21. The method according to any one of Claims 1-20, wherein the immunosuppressive therapy comprises administering one or more of a baseline immunosuppression maintenance therapy, and/or a standard of care treatment for AMR.

22. The method according to Claim 21, wherein the immunosuppressive therapy comprises a standard of care treatment for AMR comprising one or more of a corticosteroid, intravenous immune globulin (IVIG), Rituximab, Bortezomib, Carfilzomib, anti-thymocyte globulin (ATG), plasma exchange (PLEX), tacrolimus, cyclosporine A, Mycophenolate Mofetil (MMF), azathioprine, prednisone, and methylprednisolone, and optionally acetaminophen (paracetamol) and/or diphenhydramine.

23. The method according to Claim 22, wherein the corticosteroid is selected from one or more of prednisolone, prednisone, methylprednisolone, cortisone, dexamethasone, betamethasone and hydrocortisone.

24. The method according to any one of Claims 20-23, wherein the immunosuppressive therapy comprises acetaminophen, diphenhydramine, and methylprednisolone; optionally wherein the acetaminophen, diphenhydramine, and methylprednisolone are administered 30-60 minutes prior to an or each administration to the subject of the antibody or fragment which is capable of inhibiting human IL-6; optionally wherein the antibody or fragment which is capable of inhibiting human IL-6 is siltuximab.

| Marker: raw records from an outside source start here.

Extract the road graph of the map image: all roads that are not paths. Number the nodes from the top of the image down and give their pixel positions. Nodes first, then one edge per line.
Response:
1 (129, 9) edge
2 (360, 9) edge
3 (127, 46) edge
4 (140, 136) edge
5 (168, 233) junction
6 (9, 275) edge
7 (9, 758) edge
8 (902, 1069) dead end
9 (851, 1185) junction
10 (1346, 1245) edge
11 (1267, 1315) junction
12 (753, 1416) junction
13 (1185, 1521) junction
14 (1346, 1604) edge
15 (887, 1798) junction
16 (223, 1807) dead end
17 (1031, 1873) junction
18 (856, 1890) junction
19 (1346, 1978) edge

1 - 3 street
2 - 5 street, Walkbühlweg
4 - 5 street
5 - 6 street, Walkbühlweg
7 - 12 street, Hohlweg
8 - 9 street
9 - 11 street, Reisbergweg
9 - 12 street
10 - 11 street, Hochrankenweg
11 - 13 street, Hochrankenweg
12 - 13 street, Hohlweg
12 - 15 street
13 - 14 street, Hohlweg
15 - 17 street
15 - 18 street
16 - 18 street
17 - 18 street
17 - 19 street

25. The method according to Claim 24, wherein the immunosuppressive therapy comprises administering acetaminophen 650 or 1000 mg by mouth, diphenhydramine 25 or 50 mg by mouth, and methylprednisolone 60 mg intravenously, and wherein the administration of the antibody or fragment which is capable of inhibiting human IL-6 is administration of siltuximab; optionally wherein the acetaminophen, diphenhydramine, and methylprednisolone are administered 30-60 minutes prior to an or each administration of the siltuximab.

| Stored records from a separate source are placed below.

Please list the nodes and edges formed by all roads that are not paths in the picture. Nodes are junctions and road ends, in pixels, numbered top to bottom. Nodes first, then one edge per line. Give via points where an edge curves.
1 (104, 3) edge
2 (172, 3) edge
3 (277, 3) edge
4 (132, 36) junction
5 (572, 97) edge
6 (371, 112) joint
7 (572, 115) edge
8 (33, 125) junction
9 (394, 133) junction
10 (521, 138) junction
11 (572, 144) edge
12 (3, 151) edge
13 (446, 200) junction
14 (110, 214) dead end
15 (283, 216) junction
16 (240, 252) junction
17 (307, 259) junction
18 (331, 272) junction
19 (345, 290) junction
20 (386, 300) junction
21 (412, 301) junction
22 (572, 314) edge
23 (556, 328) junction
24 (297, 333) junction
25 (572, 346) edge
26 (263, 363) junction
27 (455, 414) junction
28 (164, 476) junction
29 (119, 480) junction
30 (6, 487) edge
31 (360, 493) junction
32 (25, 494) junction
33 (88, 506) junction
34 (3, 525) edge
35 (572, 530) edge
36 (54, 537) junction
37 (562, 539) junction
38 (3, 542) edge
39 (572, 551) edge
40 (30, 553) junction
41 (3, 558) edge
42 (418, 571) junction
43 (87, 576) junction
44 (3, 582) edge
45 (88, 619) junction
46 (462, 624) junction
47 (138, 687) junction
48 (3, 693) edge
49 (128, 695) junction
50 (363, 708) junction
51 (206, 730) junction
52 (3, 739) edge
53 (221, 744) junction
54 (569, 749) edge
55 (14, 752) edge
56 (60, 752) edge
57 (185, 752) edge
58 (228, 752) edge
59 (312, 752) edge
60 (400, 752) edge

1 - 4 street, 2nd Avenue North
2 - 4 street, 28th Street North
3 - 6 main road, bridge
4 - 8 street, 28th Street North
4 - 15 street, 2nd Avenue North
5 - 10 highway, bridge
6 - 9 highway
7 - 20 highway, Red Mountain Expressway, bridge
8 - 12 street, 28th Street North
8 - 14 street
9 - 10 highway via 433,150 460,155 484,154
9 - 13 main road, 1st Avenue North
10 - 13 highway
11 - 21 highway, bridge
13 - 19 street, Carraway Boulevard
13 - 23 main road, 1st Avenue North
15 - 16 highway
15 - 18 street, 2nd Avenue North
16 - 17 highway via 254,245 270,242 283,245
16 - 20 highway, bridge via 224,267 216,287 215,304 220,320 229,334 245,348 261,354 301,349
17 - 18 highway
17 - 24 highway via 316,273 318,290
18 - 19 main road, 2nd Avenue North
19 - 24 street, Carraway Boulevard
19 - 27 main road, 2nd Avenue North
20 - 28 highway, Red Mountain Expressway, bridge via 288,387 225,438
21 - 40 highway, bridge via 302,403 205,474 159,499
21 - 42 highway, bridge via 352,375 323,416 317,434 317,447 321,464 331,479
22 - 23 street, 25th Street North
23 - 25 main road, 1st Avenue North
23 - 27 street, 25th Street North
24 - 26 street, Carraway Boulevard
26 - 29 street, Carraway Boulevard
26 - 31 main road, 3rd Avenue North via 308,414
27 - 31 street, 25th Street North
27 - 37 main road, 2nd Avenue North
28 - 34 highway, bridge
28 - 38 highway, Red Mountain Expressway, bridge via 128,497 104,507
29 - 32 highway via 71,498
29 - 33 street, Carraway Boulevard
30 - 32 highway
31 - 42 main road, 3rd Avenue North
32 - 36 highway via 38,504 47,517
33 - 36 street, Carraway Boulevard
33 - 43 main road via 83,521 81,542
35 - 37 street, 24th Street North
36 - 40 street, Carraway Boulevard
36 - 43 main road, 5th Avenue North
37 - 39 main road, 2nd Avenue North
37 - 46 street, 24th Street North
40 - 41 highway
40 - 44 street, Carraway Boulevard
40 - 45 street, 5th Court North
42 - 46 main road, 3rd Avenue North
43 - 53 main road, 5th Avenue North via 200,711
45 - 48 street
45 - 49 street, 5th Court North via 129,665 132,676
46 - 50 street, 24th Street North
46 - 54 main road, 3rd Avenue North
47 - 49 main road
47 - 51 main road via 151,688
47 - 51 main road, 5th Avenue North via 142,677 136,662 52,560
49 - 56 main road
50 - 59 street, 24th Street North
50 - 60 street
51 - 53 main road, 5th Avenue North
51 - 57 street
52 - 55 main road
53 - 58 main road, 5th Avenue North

26. The method according to any one of Claims 1-25, wherein the method further comprises administration to the subject of a prophylactic medication, wherein the prophylactic medication is an antiviral and/or antimicrobial medication, optionally wherein the prophylactic medication comprises one or more of Valganciclovir, Trimethoprim-Sulfamethoxazole, Voriconazole, Posaconazole, and Isavuconazonium.

27. The method according to any one of Claims 21-26, wherein the baseline immunosuppression maintenance therapy comprises one or more of tacrolimus, cyclosporine A, Mycophenolate Mofetil (MMF), azathioprine, and prednisone.

28. The method according to Claim 27, wherein the baseline immunosuppression maintenance therapy comprises:

(a) tacrolimus, or cyclosporine A;

(b) Mycophenolate Mofetil (MMF), or azathioprine; and

(c) optionally prednisone.

29. The method according to any one of Claims 1-28, wherein the administration of the combination therapy reduces one or more of the severity of allograft dysfunction, the severity of abnormal lung histology, and the amount of donor-specific antibodies in the subject.

30. An anti-IL-6 antibody or fragment for use in treatment of an antibody mediated rejection (AMR) of a lung transplant, wherein the treatment comprises a combination therapy of administration of the antibody or fragment and administration of an immunosuppressive therapy, wherein the immunosuppressive therapy does not comprise any antibody or fragment thereof which is capable of inhibiting human IL-6.

31. Use of an anti-IL-6 antibody or fragment in treatment of antibody mediated rejection (AMR) of a lung transplant, wherein the treatment comprises a combination therapy of administration of the antibody or fragment and administration of an immunosuppressive therapy, wherein the immunosuppressive therapy does not comprise any antibody or fragment thereof which is capable of inhibiting human IL-6.

32. Use of an anti-IL-6 antibody or fragment for the manufacture of a medicament for treatment of antibody mediated rejection (AMR) of a lung transplant, wherein the medicament is to be administered in a combination therapy with administration of an immunosuppressive therapy, wherein the immunosuppressive therapy does not comprise any antibody or fragment thereof which is capable of inhibiting human IL- 6.

33. An anti-IL-6 antibody or fragment for use according to Claim 30, or use of an anti- IL-6 antibody or fragment according to Claim 31 or 32, having any of the additional features of any of Claims 1 to 29.